■ ASSIGNMENT: Reproduce all entries below verbatim. Skip the pictures.

--- DATA PROVIDED ---

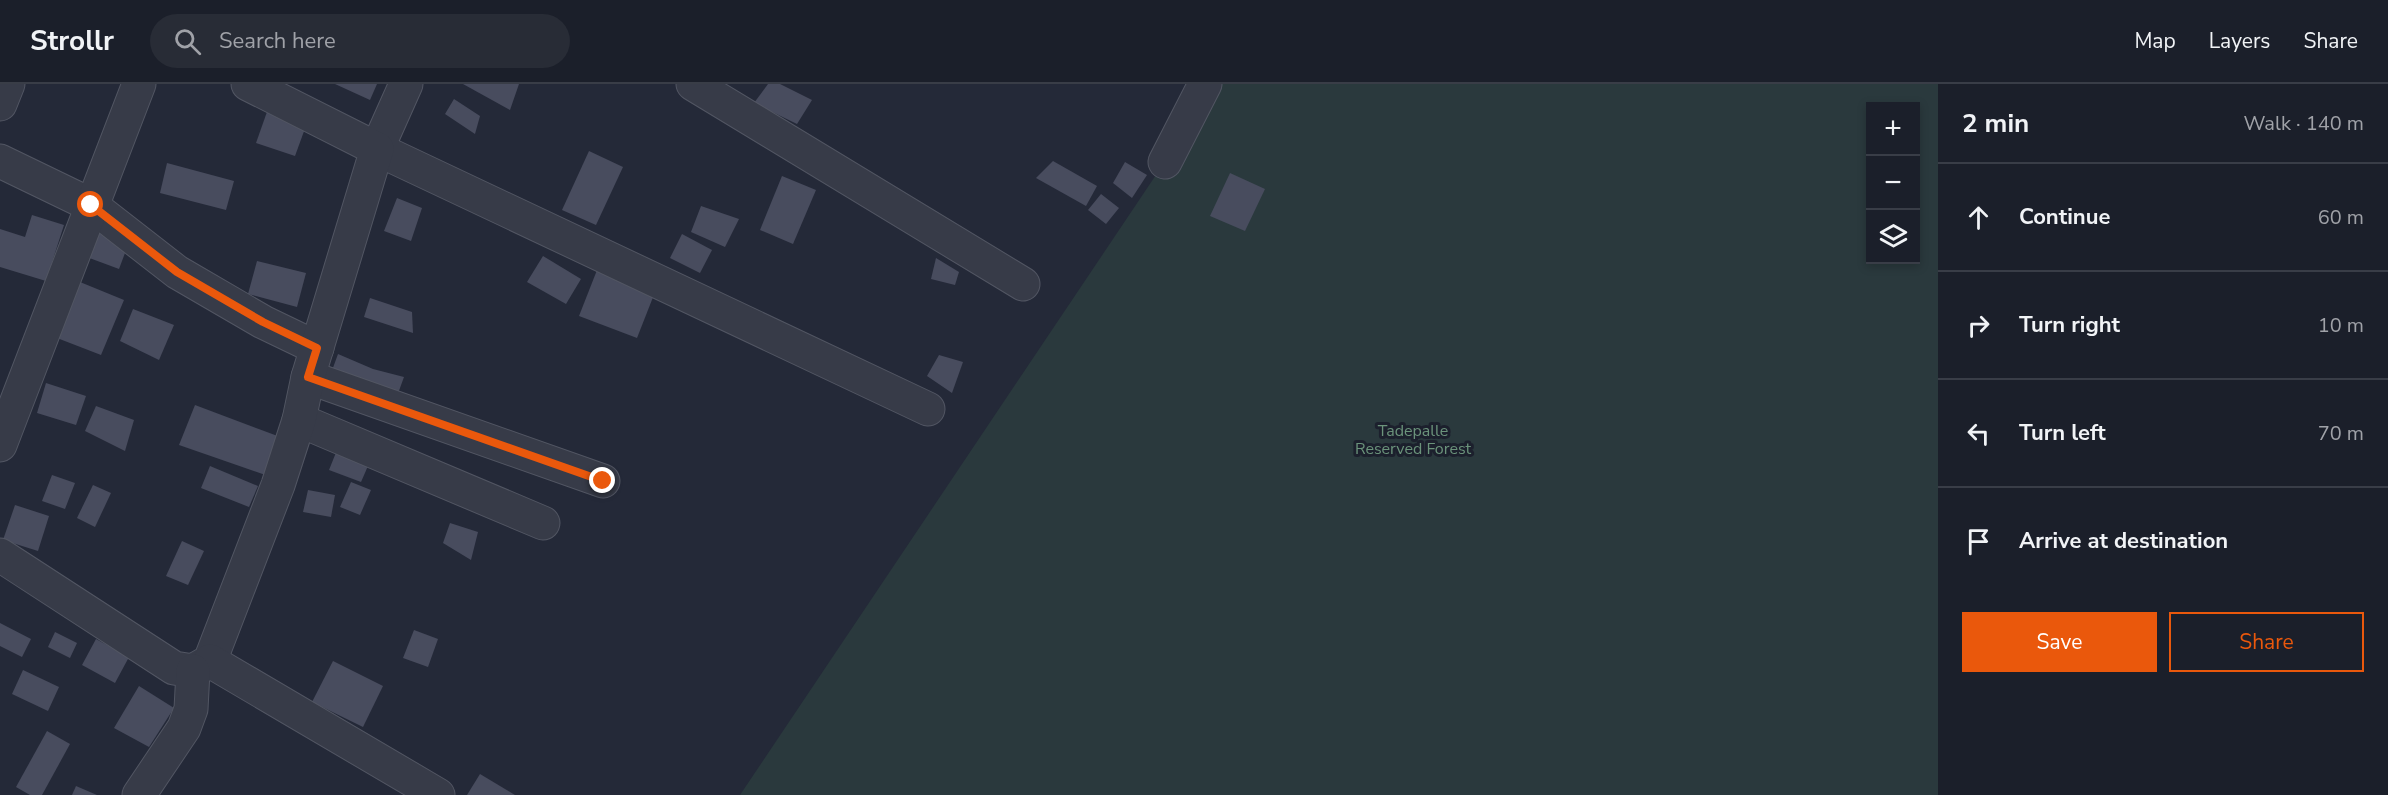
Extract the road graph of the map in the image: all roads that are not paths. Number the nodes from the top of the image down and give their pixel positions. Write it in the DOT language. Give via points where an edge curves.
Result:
graph roads {
  1 [pos="8,84"];
  2 [pos="139,84"];
  3 [pos="406,84"];
  4 [pos="693,84"];
  5 [pos="1205,84"];
  6 [pos="253,85"];
  7 [pos="0,104"];
  8 [pos="377,149"];
  9 [pos="0,161"];
  10 [pos="1165,162"];
  11 [pos="91,205"];
  12 [pos="1023,284"];
  13 [pos="312,362"];
  14 [pos="928,409"];
  15 [pos="299,420"];
  16 [pos="2,434"];
  17 [pos="603,481"];
  18 [pos="543,523"];
  19 [pos="0,555"];
  20 [pos="202,666"];
  21 [pos="139,795"];
  22 [pos="436,795"];
  1 -- 7 [label="street"];
  2 -- 11 [label="street"];
  3 -- 8 [label="street"];
  4 -- 12 [label="street"];
  5 -- 10 [label="street"];
  6 -- 8 [label="street"];
  8 -- 13 [label="street"];
  8 -- 14 [label="street"];
  9 -- 11 [label="street"];
  11 -- 13 [label="street" via="177,272 263,322"];
  11 -- 16 [label="street"];
  13 -- 15 [label="street"];
  13 -- 17 [label="street"];
  15 -- 18 [label="street"];
  15 -- 20 [label="street" via="274,496"];
  19 -- 20 [label="street" via="174,668"];
  20 -- 21 [label="street" via="184,728"];
  20 -- 22 [label="street"];
}
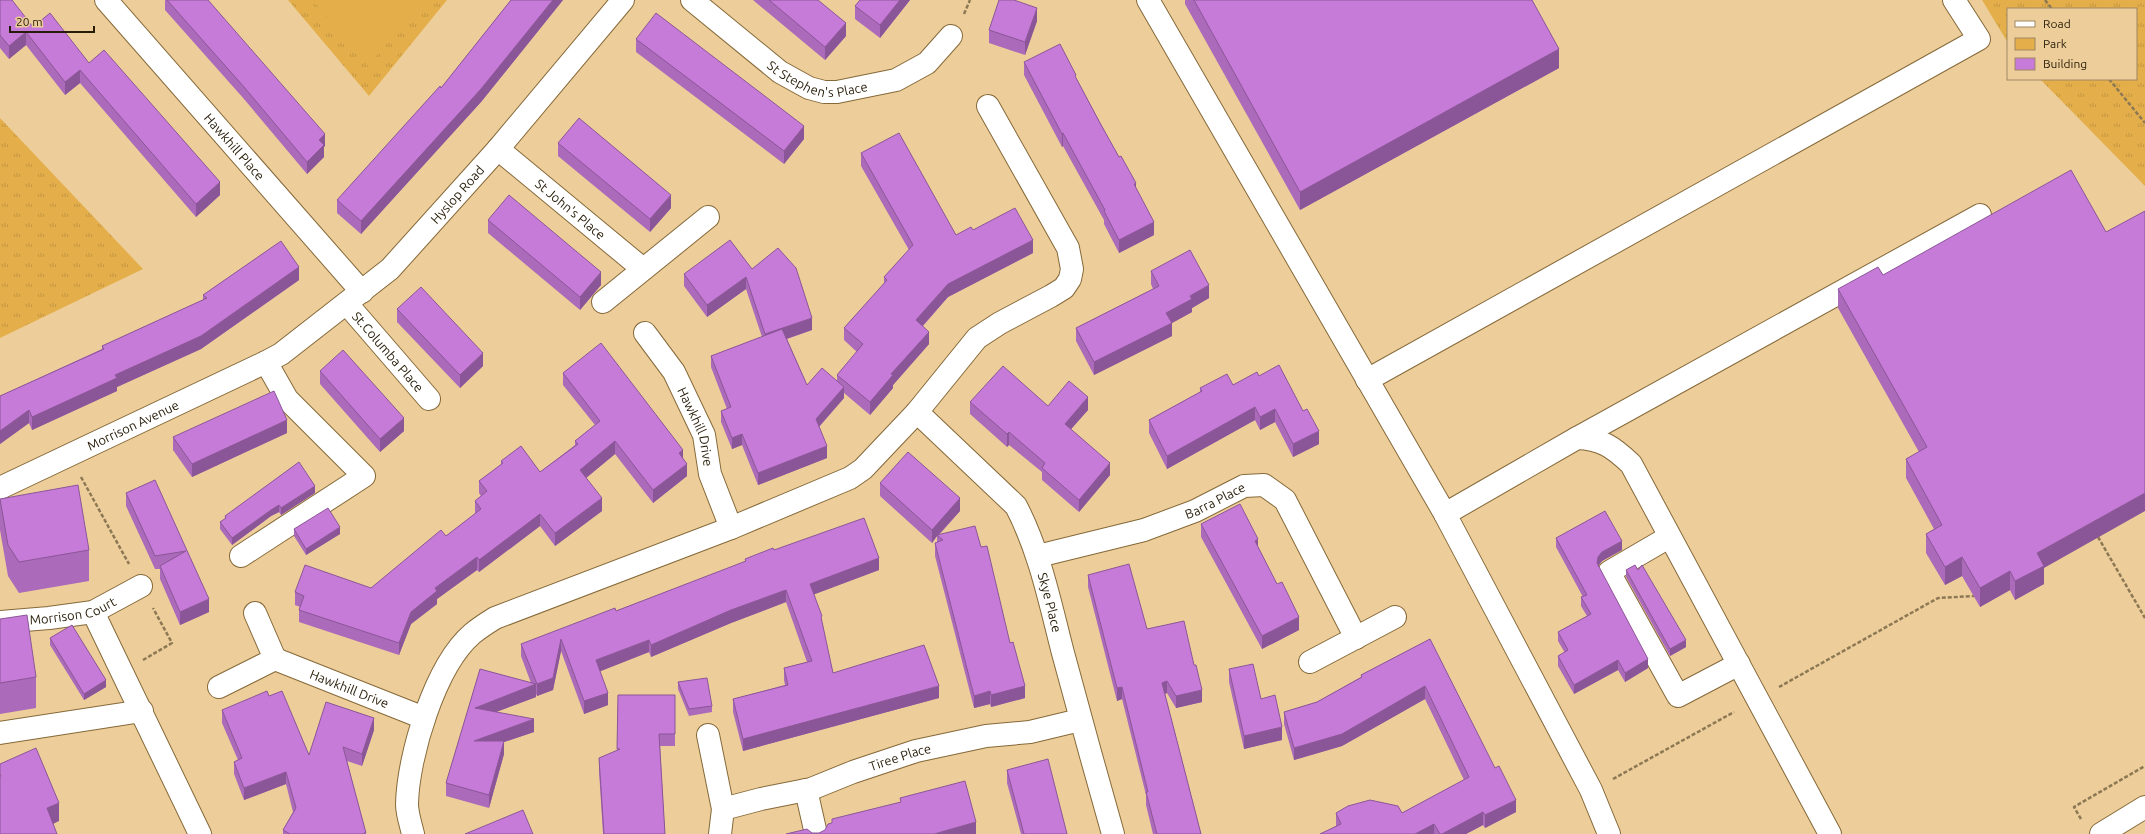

---

■ TASK OUTPUT:
Extract the road graph of the map in the image: all roads that are not paths. Number the nodes from the top of the image down and give their pixel positions. Write it in the DOT language. Give via points where an edge curves.
Result:
graph roads {
  1 [pos="8,84"];
  2 [pos="139,84"];
  3 [pos="406,84"];
  4 [pos="693,84"];
  5 [pos="1205,84"];
  6 [pos="253,85"];
  7 [pos="0,104"];
  8 [pos="377,149"];
  9 [pos="0,161"];
  10 [pos="1165,162"];
  11 [pos="91,205"];
  12 [pos="1023,284"];
  13 [pos="312,362"];
  14 [pos="928,409"];
  15 [pos="299,420"];
  16 [pos="2,434"];
  17 [pos="603,481"];
  18 [pos="543,523"];
  19 [pos="0,555"];
  20 [pos="202,666"];
  21 [pos="139,795"];
  22 [pos="436,795"];
  1 -- 7 [label="street"];
  2 -- 11 [label="street"];
  3 -- 8 [label="street"];
  4 -- 12 [label="street"];
  5 -- 10 [label="street"];
  6 -- 8 [label="street"];
  8 -- 13 [label="street"];
  8 -- 14 [label="street"];
  9 -- 11 [label="street"];
  11 -- 13 [label="street" via="177,272 263,322"];
  11 -- 16 [label="street"];
  13 -- 15 [label="street"];
  13 -- 17 [label="street"];
  15 -- 18 [label="street"];
  15 -- 20 [label="street" via="274,496"];
  19 -- 20 [label="street" via="174,668"];
  20 -- 21 [label="street" via="184,728"];
  20 -- 22 [label="street"];
}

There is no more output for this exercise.